§ **Exercise directions**
Repeat all the records exactly, omitting pictures.

§ **Exercise materials**
:::

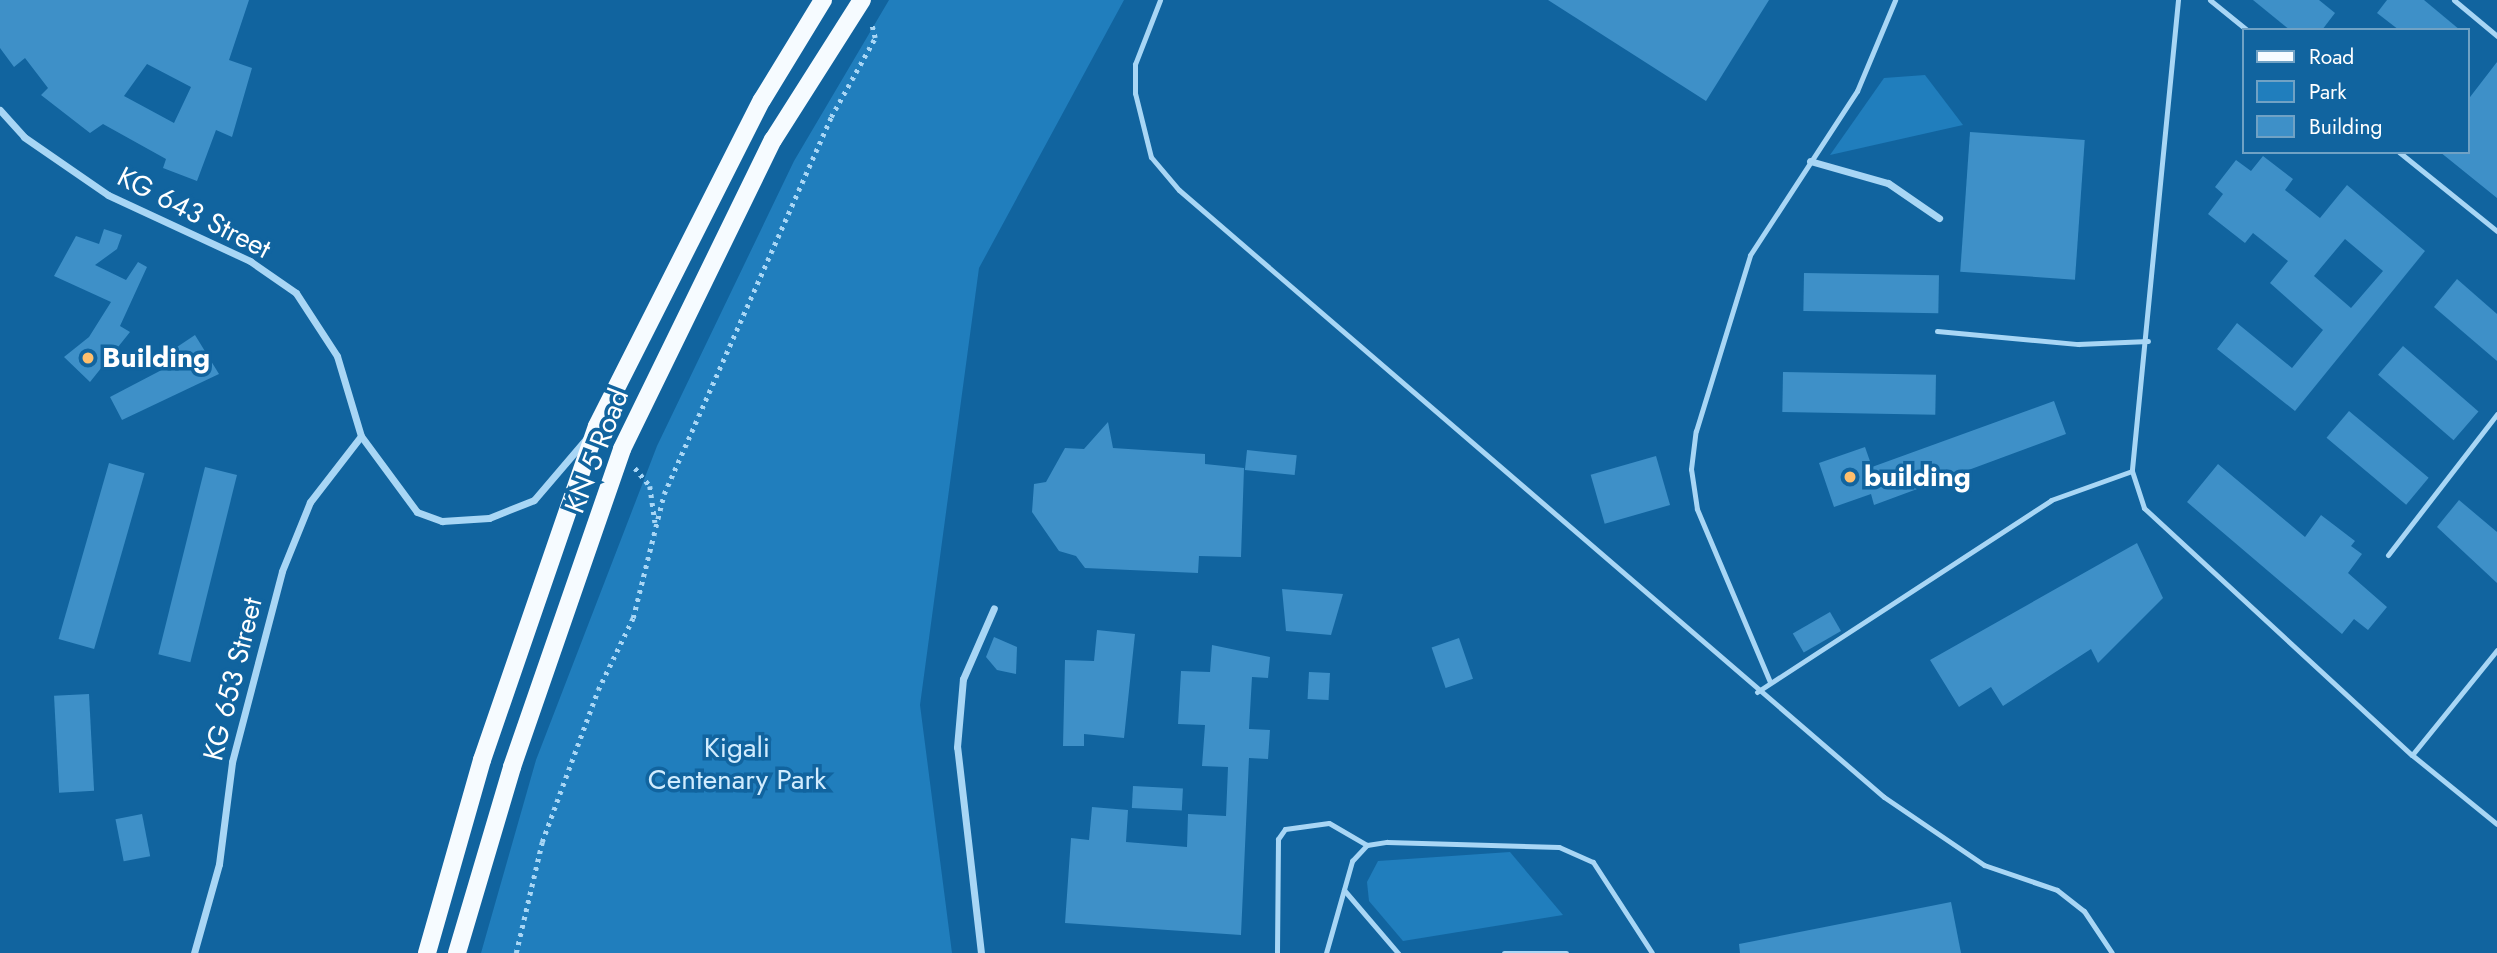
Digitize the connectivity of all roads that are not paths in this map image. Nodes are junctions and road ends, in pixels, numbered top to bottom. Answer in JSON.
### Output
{"nodes":[{"id":1,"x":823,"y":0,"type":"edge"},
{"id":2,"x":1160,"y":0,"type":"edge"},
{"id":3,"x":1895,"y":0,"type":"edge"},
{"id":4,"x":2178,"y":0,"type":"edge"},
{"id":5,"x":2210,"y":0,"type":"edge"},
{"id":6,"x":2454,"y":0,"type":"edge"},
{"id":7,"x":866,"y":6,"type":"edge"},
{"id":8,"x":2245,"y":28,"type":"edge"},
{"id":9,"x":2497,"y":36,"type":"edge"},
{"id":10,"x":0,"y":110,"type":"edge"},
{"id":11,"x":2401,"y":154,"type":"edge"},
{"id":12,"x":1810,"y":161,"type":"junction"},
{"id":13,"x":1939,"y":218,"type":"dead end"},
{"id":14,"x":2497,"y":232,"type":"edge"},
{"id":15,"x":1937,"y":331,"type":"dead end"},
{"id":16,"x":2148,"y":341,"type":"junction"},
{"id":17,"x":2497,"y":414,"type":"edge"},
{"id":18,"x":597,"y":426,"type":"junction"},
{"id":19,"x":361,"y":436,"type":"junction"},
{"id":20,"x":2132,"y":471,"type":"junction"},
{"id":21,"x":2388,"y":555,"type":"dead end"},
{"id":22,"x":994,"y":608,"type":"dead end"},
{"id":23,"x":2497,"y":650,"type":"edge"},
{"id":24,"x":1770,"y":682,"type":"junction"},
{"id":25,"x":1757,"y":692,"type":"junction"},
{"id":26,"x":2412,"y":755,"type":"junction"},
{"id":27,"x":2497,"y":824,"type":"edge"},
{"id":28,"x":1367,"y":845,"type":"junction"},
{"id":29,"x":1343,"y":890,"type":"junction"},
{"id":30,"x":194,"y":953,"type":"edge"},
{"id":31,"x":428,"y":953,"type":"edge"},
{"id":32,"x":457,"y":953,"type":"edge"},
{"id":33,"x":981,"y":953,"type":"edge"},
{"id":34,"x":1277,"y":953,"type":"edge"},
{"id":35,"x":1326,"y":953,"type":"edge"},
{"id":36,"x":1398,"y":953,"type":"edge"},
{"id":37,"x":1504,"y":953,"type":"edge"},
{"id":38,"x":1566,"y":953,"type":"edge"},
{"id":39,"x":1652,"y":953,"type":"edge"},
{"id":40,"x":2112,"y":953,"type":"edge"}],
"edges":[{"from":1,"to":18,"type":"main road","name":"KN 5 Road"},
{"from":2,"to":25,"type":"lane"},
{"from":3,"to":12,"type":"lane"},
{"from":4,"to":16,"type":"lane"},
{"from":5,"to":8,"type":"lane"},
{"from":6,"to":9,"type":"lane"},
{"from":7,"to":32,"type":"main road","name":"KN 5 Road"},
{"from":10,"to":19,"type":"street","name":"KG 643 Street"},
{"from":11,"to":14,"type":"lane"},
{"from":12,"to":13,"type":"street"},
{"from":12,"to":24,"type":"lane"},
{"from":15,"to":16,"type":"lane"},
{"from":16,"to":20,"type":"lane"},
{"from":17,"to":21,"type":"lane"},
{"from":18,"to":19,"type":"street","name":"KG 643 Street"},
{"from":18,"to":31,"type":"main road","name":"KN 5 Road"},
{"from":19,"to":30,"type":"street","name":"KG 653 Street"},
{"from":20,"to":24,"type":"lane"},
{"from":20,"to":26,"type":"lane"},
{"from":22,"to":33,"type":"street"},
{"from":23,"to":26,"type":"lane"},
{"from":24,"to":25,"type":"lane"},
{"from":25,"to":40,"type":"lane"},
{"from":26,"to":27,"type":"lane"},
{"from":28,"to":29,"type":"lane"},
{"from":28,"to":34,"type":"lane"},
{"from":28,"to":39,"type":"lane"},
{"from":29,"to":35,"type":"lane"},
{"from":29,"to":36,"type":"lane"},
{"from":37,"to":38,"type":"lane"}]}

:::

§ **Expected answer**
Digitize the connectivity of all roads that are not paths in this map image. Nodes are junctions and road ends, in pixels, numbered top to bottom. Answer in JSON.
### Output
{"nodes":[{"id":1,"x":823,"y":0,"type":"edge"},
{"id":2,"x":1160,"y":0,"type":"edge"},
{"id":3,"x":1895,"y":0,"type":"edge"},
{"id":4,"x":2178,"y":0,"type":"edge"},
{"id":5,"x":2210,"y":0,"type":"edge"},
{"id":6,"x":2454,"y":0,"type":"edge"},
{"id":7,"x":866,"y":6,"type":"edge"},
{"id":8,"x":2245,"y":28,"type":"edge"},
{"id":9,"x":2497,"y":36,"type":"edge"},
{"id":10,"x":0,"y":110,"type":"edge"},
{"id":11,"x":2401,"y":154,"type":"edge"},
{"id":12,"x":1810,"y":161,"type":"junction"},
{"id":13,"x":1939,"y":218,"type":"dead end"},
{"id":14,"x":2497,"y":232,"type":"edge"},
{"id":15,"x":1937,"y":331,"type":"dead end"},
{"id":16,"x":2148,"y":341,"type":"junction"},
{"id":17,"x":2497,"y":414,"type":"edge"},
{"id":18,"x":597,"y":426,"type":"junction"},
{"id":19,"x":361,"y":436,"type":"junction"},
{"id":20,"x":2132,"y":471,"type":"junction"},
{"id":21,"x":2388,"y":555,"type":"dead end"},
{"id":22,"x":994,"y":608,"type":"dead end"},
{"id":23,"x":2497,"y":650,"type":"edge"},
{"id":24,"x":1770,"y":682,"type":"junction"},
{"id":25,"x":1757,"y":692,"type":"junction"},
{"id":26,"x":2412,"y":755,"type":"junction"},
{"id":27,"x":2497,"y":824,"type":"edge"},
{"id":28,"x":1367,"y":845,"type":"junction"},
{"id":29,"x":1343,"y":890,"type":"junction"},
{"id":30,"x":194,"y":953,"type":"edge"},
{"id":31,"x":428,"y":953,"type":"edge"},
{"id":32,"x":457,"y":953,"type":"edge"},
{"id":33,"x":981,"y":953,"type":"edge"},
{"id":34,"x":1277,"y":953,"type":"edge"},
{"id":35,"x":1326,"y":953,"type":"edge"},
{"id":36,"x":1398,"y":953,"type":"edge"},
{"id":37,"x":1504,"y":953,"type":"edge"},
{"id":38,"x":1566,"y":953,"type":"edge"},
{"id":39,"x":1652,"y":953,"type":"edge"},
{"id":40,"x":2112,"y":953,"type":"edge"}],
"edges":[{"from":1,"to":18,"type":"main road","name":"KN 5 Road"},
{"from":2,"to":25,"type":"lane"},
{"from":3,"to":12,"type":"lane"},
{"from":4,"to":16,"type":"lane"},
{"from":5,"to":8,"type":"lane"},
{"from":6,"to":9,"type":"lane"},
{"from":7,"to":32,"type":"main road","name":"KN 5 Road"},
{"from":10,"to":19,"type":"street","name":"KG 643 Street"},
{"from":11,"to":14,"type":"lane"},
{"from":12,"to":13,"type":"street"},
{"from":12,"to":24,"type":"lane"},
{"from":15,"to":16,"type":"lane"},
{"from":16,"to":20,"type":"lane"},
{"from":17,"to":21,"type":"lane"},
{"from":18,"to":19,"type":"street","name":"KG 643 Street"},
{"from":18,"to":31,"type":"main road","name":"KN 5 Road"},
{"from":19,"to":30,"type":"street","name":"KG 653 Street"},
{"from":20,"to":24,"type":"lane"},
{"from":20,"to":26,"type":"lane"},
{"from":22,"to":33,"type":"street"},
{"from":23,"to":26,"type":"lane"},
{"from":24,"to":25,"type":"lane"},
{"from":25,"to":40,"type":"lane"},
{"from":26,"to":27,"type":"lane"},
{"from":28,"to":29,"type":"lane"},
{"from":28,"to":34,"type":"lane"},
{"from":28,"to":39,"type":"lane"},
{"from":29,"to":35,"type":"lane"},
{"from":29,"to":36,"type":"lane"},
{"from":37,"to":38,"type":"lane"}]}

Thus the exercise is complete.